April 28, 2022
Erastus is now publicly available. After experimenting with Docker and Kelvandor last year, Docker was a main part of my workflow this year, particularly in deployment. If you have Docker and Docker Compose set up, all you need to do is:
git clone https://github.com/richardjs/erastus
cd erastus
docker compose build
docker compose up
(Or docker-compose
if you’re not using Compose V2.)
I developed on Arch Linux and our production server was running Ubuntu. After the project was done, without ever making an effort to support the environment, I installed Docker Desktop on a Windows box, and Erastus came up perfectly on the first try. I get that’s one of the major points of Docker, but it is still pretty cool to experience.

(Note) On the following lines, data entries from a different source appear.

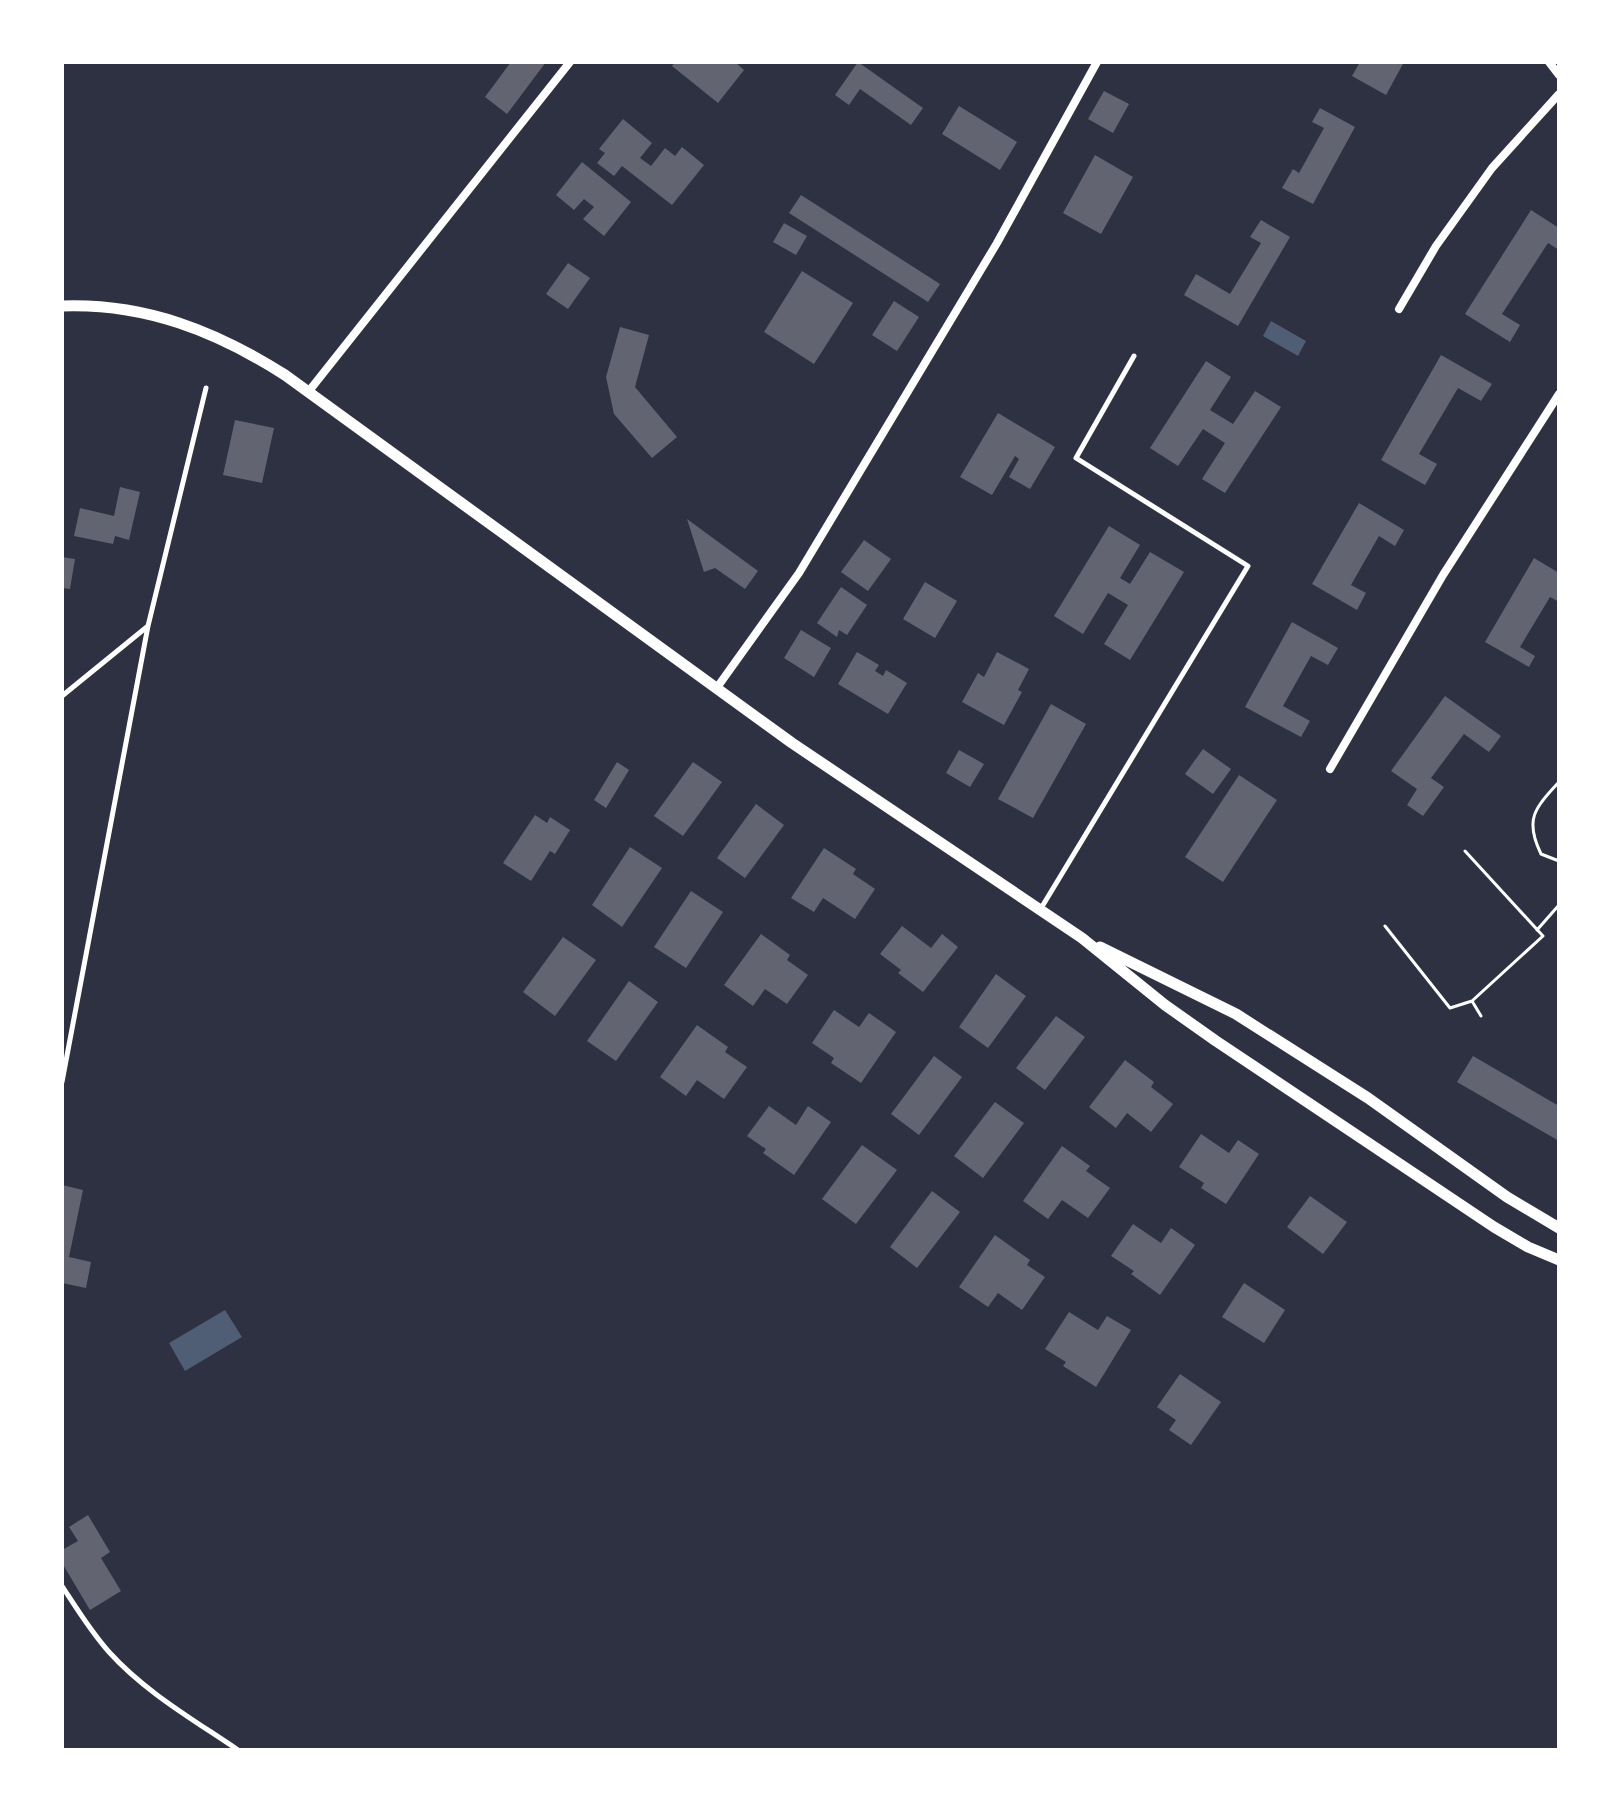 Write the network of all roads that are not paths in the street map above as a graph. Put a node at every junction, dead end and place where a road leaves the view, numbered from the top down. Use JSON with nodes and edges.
{"nodes":[{"id":1,"x":570,"y":62,"type":"edge"},
{"id":2,"x":1097,"y":62,"type":"edge"},
{"id":3,"x":1549,"y":62,"type":"edge"},
{"id":4,"x":1559,"y":75,"type":"edge"},
{"id":5,"x":1559,"y":94,"type":"edge"},
{"id":6,"x":62,"y":306,"type":"edge"},
{"id":7,"x":1399,"y":309,"type":"dead end"},
{"id":8,"x":1134,"y":356,"type":"dead end"},
{"id":9,"x":206,"y":388,"type":"dead end"},
{"id":10,"x":309,"y":391,"type":"junction"},
{"id":11,"x":1559,"y":394,"type":"edge"},
{"id":12,"x":148,"y":626,"type":"junction"},
{"id":13,"x":716,"y":689,"type":"junction"},
{"id":14,"x":62,"y":696,"type":"edge"},
{"id":15,"x":1330,"y":769,"type":"dead end"},
{"id":16,"x":1040,"y":910,"type":"junction"},
{"id":17,"x":1082,"y":938,"type":"junction"},
{"id":18,"x":62,"y":1082,"type":"edge"},
{"id":19,"x":1559,"y":1228,"type":"edge"},
{"id":20,"x":1559,"y":1260,"type":"edge"},
{"id":21,"x":62,"y":1586,"type":"edge"},
{"id":22,"x":238,"y":1750,"type":"edge"}],
"edges":[{"from":1,"to":10,"type":"street"},
{"from":2,"to":13,"type":"street"},
{"from":3,"to":4,"type":"street"},
{"from":5,"to":7,"type":"street"},
{"from":6,"to":10,"type":"street"},
{"from":8,"to":16,"type":"lane"},
{"from":9,"to":12,"type":"lane"},
{"from":10,"to":13,"type":"street"},
{"from":11,"to":15,"type":"street"},
{"from":12,"to":14,"type":"lane"},
{"from":12,"to":18,"type":"lane"},
{"from":13,"to":16,"type":"street"},
{"from":16,"to":17,"type":"street"},
{"from":17,"to":19,"type":"street"},
{"from":17,"to":20,"type":"street"},
{"from":21,"to":22,"type":"lane"}]} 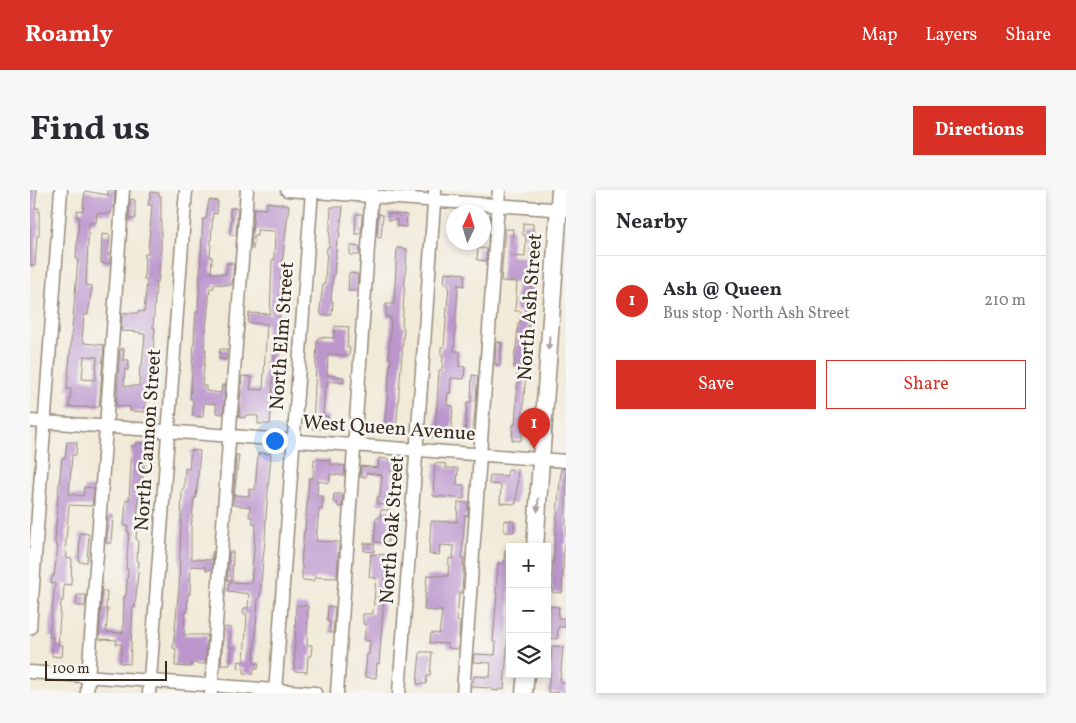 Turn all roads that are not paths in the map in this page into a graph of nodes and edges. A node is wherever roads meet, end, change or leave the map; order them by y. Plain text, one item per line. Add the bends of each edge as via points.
1 (61, 190) edge
2 (123, 190) edge
3 (186, 190) edge
4 (248, 190) edge
5 (287, 190) edge
6 (499, 190) edge
7 (560, 190) edge
8 (312, 191) edge
9 (372, 193) edge
10 (435, 195) edge
11 (498, 205) junction
12 (562, 210) edge
13 (30, 421) edge
14 (45, 422) junction
15 (106, 427) junction
16 (168, 431) junction
17 (230, 436) junction
18 (294, 441) junction
19 (354, 445) junction
20 (417, 449) junction
21 (480, 454) junction
22 (541, 459) junction
23 (566, 460) edge
24 (535, 543) edge
25 (30, 628) edge
26 (30, 672) edge
27 (88, 676) junction
28 (526, 678) edge
29 (150, 687) edge
30 (211, 690) edge
31 (275, 692) edge
32 (87, 693) edge
33 (315, 693) edge
34 (337, 693) edge
35 (399, 693) edge
36 (462, 693) edge
37 (524, 693) edge

1 - 14 street
2 - 15 street
3 - 16 street, North Cannon Street
4 - 17 street
5 - 8 street
6 - 11 street
7 - 12 main road, North Ash Street
8 - 9 street
8 - 18 street, North Elm Street
9 - 10 street
9 - 19 street
10 - 11 street
10 - 20 street, North Oak Street
11 - 12 street
11 - 21 street
12 -> 22 main road, North Ash Street
13 - 14 street, West Queen Avenue
14 - 15 street, West Queen Avenue
14 - 25 street
15 - 16 street, West Queen Avenue
15 - 27 street
16 - 17 street, West Queen Avenue
16 - 29 street, North Cannon Street
17 - 18 street, West Queen Avenue
17 - 30 street
18 - 19 street, West Queen Avenue
18 - 31 street, North Elm Street
19 - 20 street, West Queen Avenue
19 - 34 street
20 - 21 street, West Queen Avenue
20 - 35 street, North Oak Street
21 - 22 street, West Queen Avenue
21 - 36 street
22 - 23 street, West Queen Avenue
22 -> 24 main road, North Ash Street
26 - 27 street
27 - 29 street
27 - 32 street
28 - 37 main road
29 - 30 street
30 - 31 street
31 - 33 street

To the testing team’s estimation, Erastus plays a strong game of Santorini. Our strongest player typically played against the AI set to 50K iterations and 4 workers. He often (but not always) beat that level, but preferred practicing against a quick-moving AI instead of turning it up to a higher, but slower-moving, setting. My experiments suggested that the algorithm’s playing strength tops out around 200K iterations and 8 workers. Our production server (a general-purpose VM in the university VMware stack) averaged 8 seconds to make a move on those settings.
For next steps, I’d like to clean up the code and write some posts walking through the project. On the other hand, after staring at this game for a couple months, I also feel drawn to work on other projects! That’s the typical pattern with these AIs.